## Assignment
Return the records that follow unaltered. Omit every picture.

## Records contained in a dataset
= = = = =
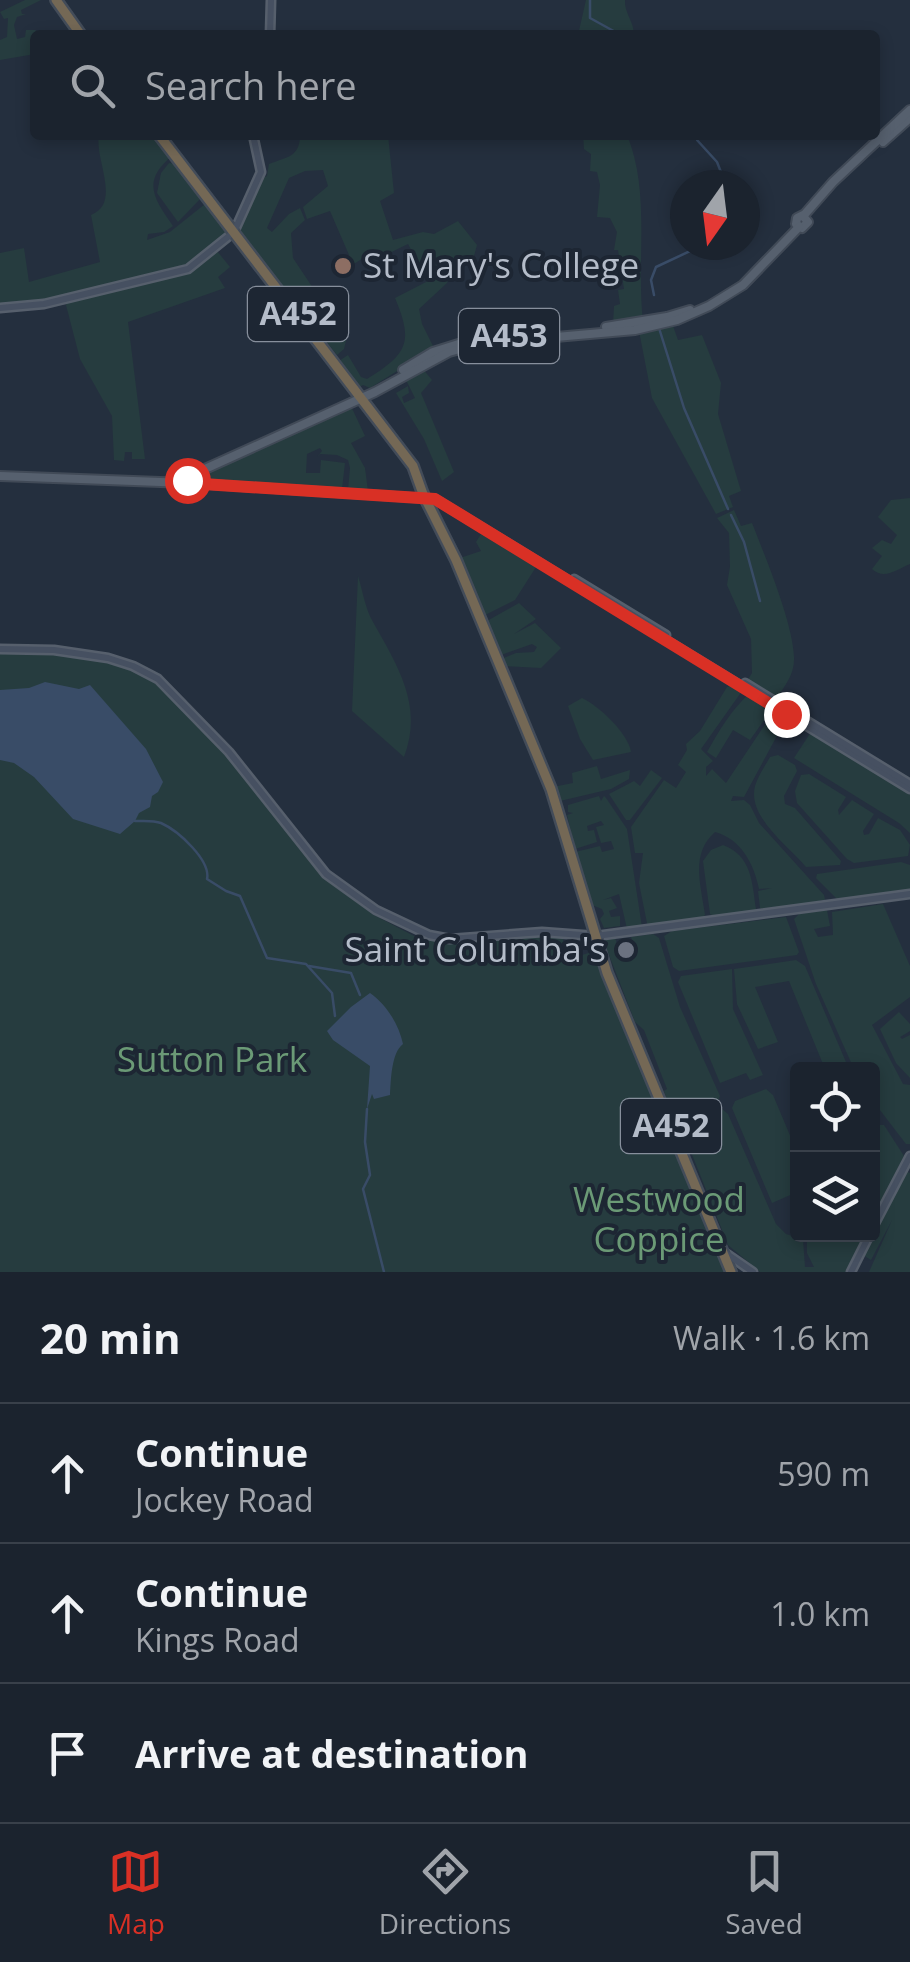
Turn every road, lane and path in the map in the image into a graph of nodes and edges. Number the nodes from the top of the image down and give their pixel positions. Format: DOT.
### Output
graph roads {
  1 [pos="56,0"];
  2 [pos="271,0"];
  3 [pos="78,30"];
  4 [pos="270,30"];
  5 [pos="910,110"];
  6 [pos="910,118"];
  7 [pos="880,138"];
  8 [pos="163,140"];
  9 [pos="255,140"];
  10 [pos="878,140"];
  11 [pos="805,217"];
  12 [pos="234,232"];
  13 [pos="0,308"];
  14 [pos="477,342"];
  15 [pos="365,401"];
  16 [pos="0,476"];
  17 [pos="182,481"];
  18 [pos="426,496"];
  19 [pos="0,649"];
  20 [pos="910,786"];
  21 [pos="910,894"];
  22 [pos="598,936"];
  23 [pos="910,1156"];
  24 [pos="880,1214"];
  25 [pos="866,1242"];
  26 [pos="727,1255"];
  27 [pos="731,1272"];
  28 [pos="753,1272"];
  29 [pos="850,1272"];
  1 -- 3 [label="highway"];
  2 -- 4 [label="street"];
  5 -- 7 [label="main road"];
  6 -- 11 [label="main road"];
  8 -- 12 [label="highway, A452"];
  9 -- 12 [label="street"];
  10 -- 11 [label="main road"];
  11 -- 14 [label="main road, A453"];
  12 -- 13 [label="street"];
  12 -- 15 [label="highway, A452"];
  14 -- 15 [label="main road, A453"];
  14 -- 15 [label="main road, A453"];
  15 -- 17 [label="main road, A453"];
  15 -- 18 [label="highway, A452"];
  16 -- 17 [label="main road, A453"];
  17 -- 18 [label="street"];
  18 -- 20 [label="street"];
  18 -- 22 [label="highway, A452"];
  19 -- 22 [label="street"];
  21 -- 22 [label="street"];
  22 -- 26 [label="highway, A452"];
  23 -- 24 [label="street"];
  25 -- 29 [label="street"];
  26 -- 27 [label="highway, A452"];
  26 -- 28 [label="street"];
}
= = = = =
## Exercise answer
Turn every road, lane and path in the map in the image into a graph of nodes and edges. Number the nodes from the top of the image down and give their pixel positions. Format: DOT.
### Output
graph roads {
  1 [pos="56,0"];
  2 [pos="271,0"];
  3 [pos="78,30"];
  4 [pos="270,30"];
  5 [pos="910,110"];
  6 [pos="910,118"];
  7 [pos="880,138"];
  8 [pos="163,140"];
  9 [pos="255,140"];
  10 [pos="878,140"];
  11 [pos="805,217"];
  12 [pos="234,232"];
  13 [pos="0,308"];
  14 [pos="477,342"];
  15 [pos="365,401"];
  16 [pos="0,476"];
  17 [pos="182,481"];
  18 [pos="426,496"];
  19 [pos="0,649"];
  20 [pos="910,786"];
  21 [pos="910,894"];
  22 [pos="598,936"];
  23 [pos="910,1156"];
  24 [pos="880,1214"];
  25 [pos="866,1242"];
  26 [pos="727,1255"];
  27 [pos="731,1272"];
  28 [pos="753,1272"];
  29 [pos="850,1272"];
  1 -- 3 [label="highway"];
  2 -- 4 [label="street"];
  5 -- 7 [label="main road"];
  6 -- 11 [label="main road"];
  8 -- 12 [label="highway, A452"];
  9 -- 12 [label="street"];
  10 -- 11 [label="main road"];
  11 -- 14 [label="main road, A453"];
  12 -- 13 [label="street"];
  12 -- 15 [label="highway, A452"];
  14 -- 15 [label="main road, A453"];
  14 -- 15 [label="main road, A453"];
  15 -- 17 [label="main road, A453"];
  15 -- 18 [label="highway, A452"];
  16 -- 17 [label="main road, A453"];
  17 -- 18 [label="street"];
  18 -- 20 [label="street"];
  18 -- 22 [label="highway, A452"];
  19 -- 22 [label="street"];
  21 -- 22 [label="street"];
  22 -- 26 [label="highway, A452"];
  23 -- 24 [label="street"];
  25 -- 29 [label="street"];
  26 -- 27 [label="highway, A452"];
  26 -- 28 [label="street"];
}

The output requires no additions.